(Collected data)
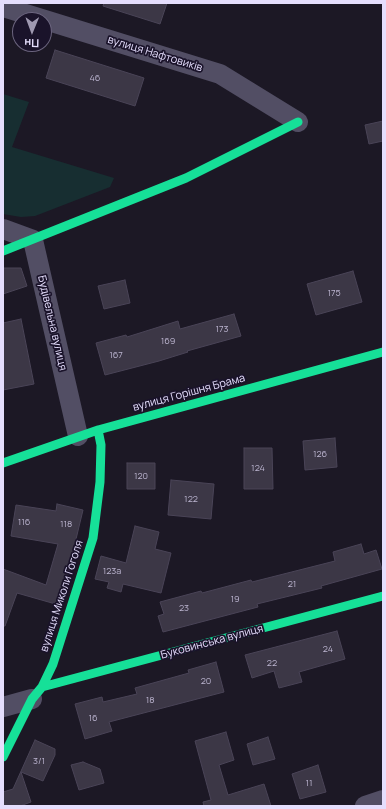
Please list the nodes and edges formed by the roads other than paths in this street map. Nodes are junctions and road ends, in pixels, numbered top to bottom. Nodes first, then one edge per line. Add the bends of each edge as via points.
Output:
1 (3, 7) edge
2 (298, 122) joint
3 (3, 230) edge
4 (33, 240) junction
5 (3, 251) edge
6 (383, 352) edge
7 (98, 430) junction
8 (78, 436) junction
9 (3, 463) edge
10 (383, 596) edge
11 (37, 693) junction
12 (3, 707) edge
13 (3, 757) edge
14 (383, 800) edge
15 (365, 806) edge

1 - 2 street, вулиця Нафтовиків via 220,74
2 - 4 street via 186,178
3 - 4 street
4 - 5 street
4 - 8 street, Будівельна вулиця
6 - 7 street, вулиця Горішня Брама
7 - 8 street, вулиця Горішня Брама
7 - 11 street, вулиця Миколи Гоголя via 100,482 93,538 53,664
8 - 9 street, вулиця Горішня Брама
10 - 11 street, Буковинська вулиця
11 - 12 street, Буковинська вулиця
11 - 13 street, вулиця Миколи Гоголя
14 - 15 street

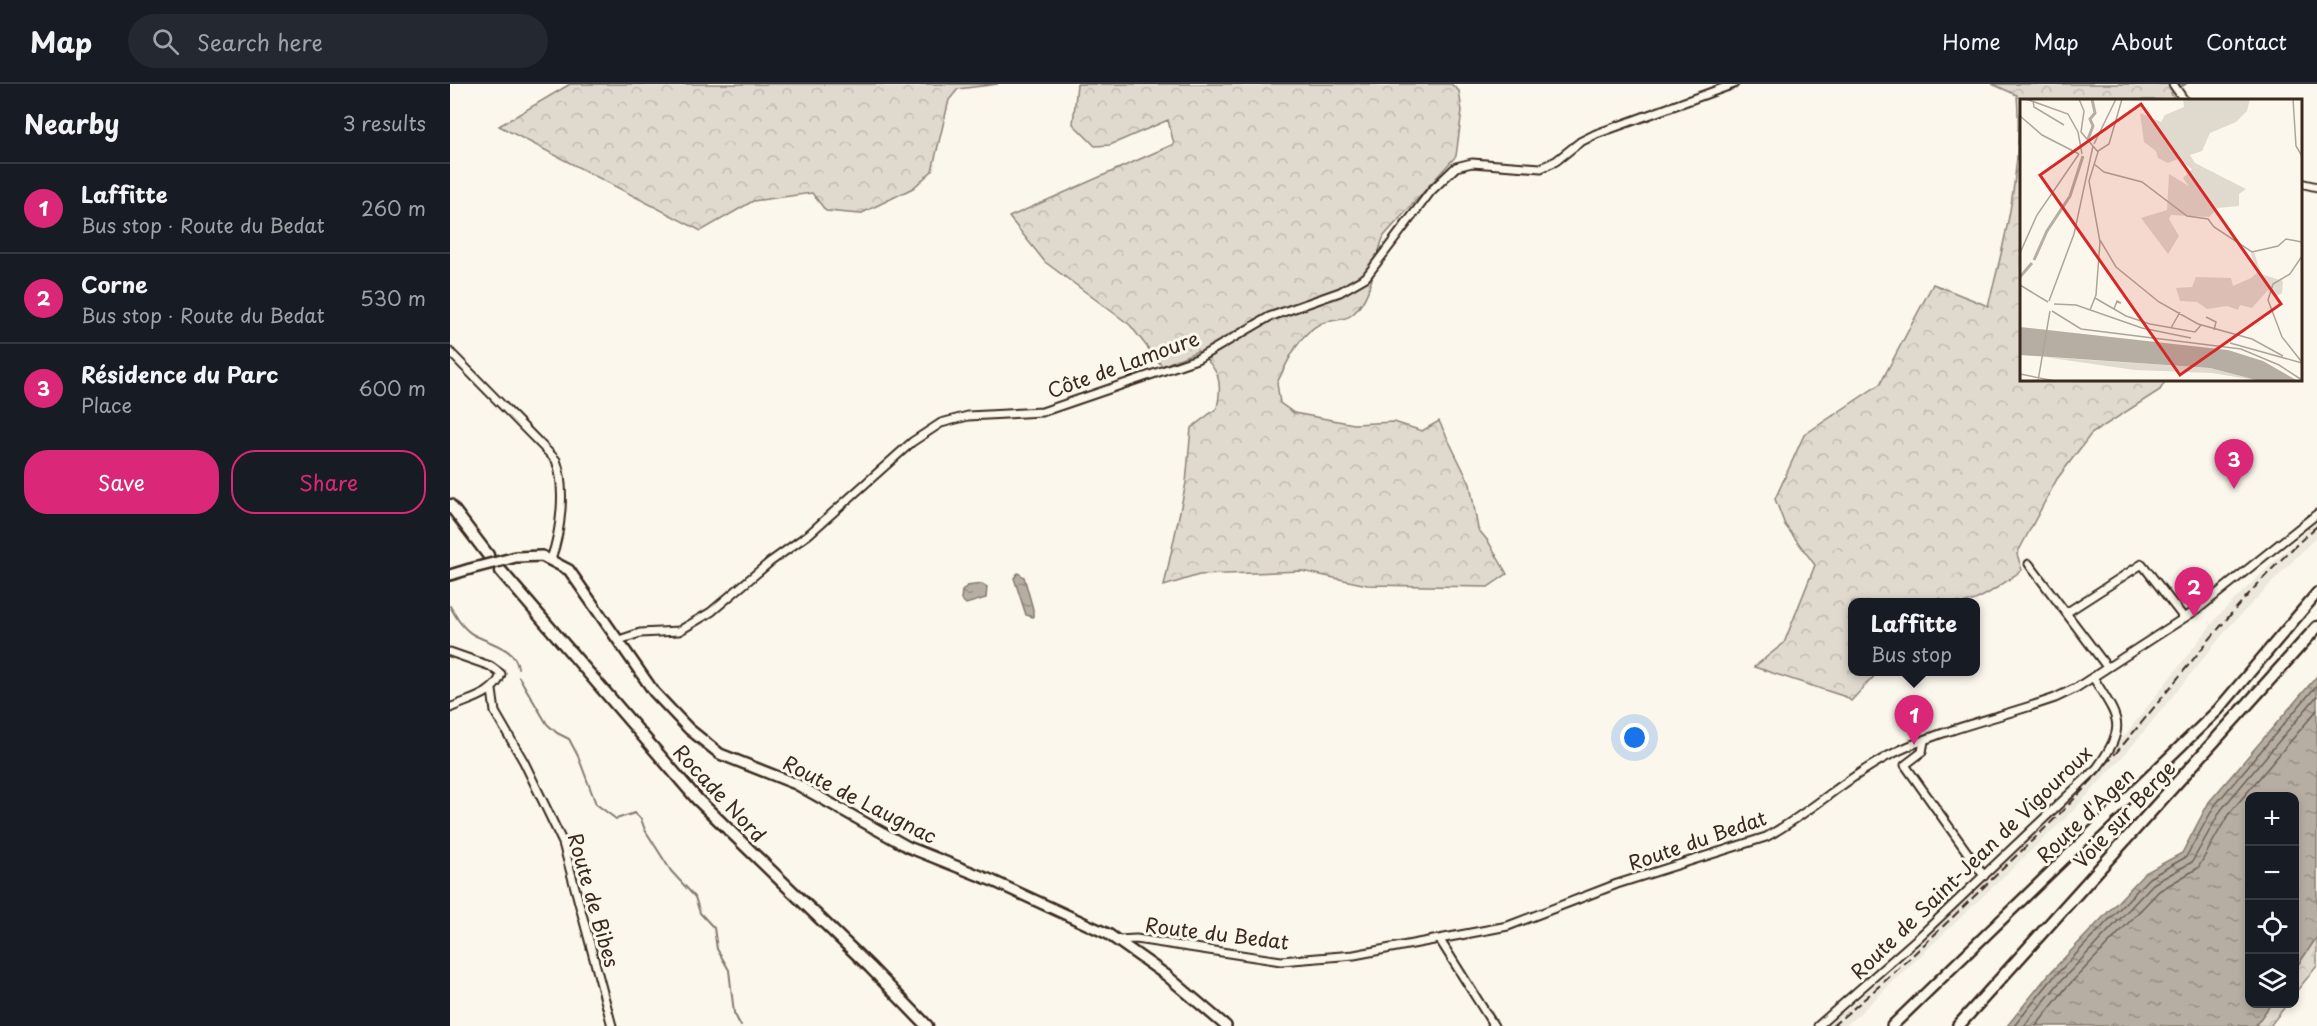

• _Your instructions_: Without carrying over any picture, retype the records above word for word.

• _Written solution_:
Please list the nodes and edges formed by the roads other than paths in this street map. Nodes are junctions and road ends, in pixels, numbered top to bottom. Nodes first, then one edge per line. Add the bends of each edge as via points.
Output:
1 (3, 7) edge
2 (298, 122) joint
3 (3, 230) edge
4 (33, 240) junction
5 (3, 251) edge
6 (383, 352) edge
7 (98, 430) junction
8 (78, 436) junction
9 (3, 463) edge
10 (383, 596) edge
11 (37, 693) junction
12 (3, 707) edge
13 (3, 757) edge
14 (383, 800) edge
15 (365, 806) edge

1 - 2 street, вулиця Нафтовиків via 220,74
2 - 4 street via 186,178
3 - 4 street
4 - 5 street
4 - 8 street, Будівельна вулиця
6 - 7 street, вулиця Горішня Брама
7 - 8 street, вулиця Горішня Брама
7 - 11 street, вулиця Миколи Гоголя via 100,482 93,538 53,664
8 - 9 street, вулиця Горішня Брама
10 - 11 street, Буковинська вулиця
11 - 12 street, Буковинська вулиця
11 - 13 street, вулиця Миколи Гоголя
14 - 15 street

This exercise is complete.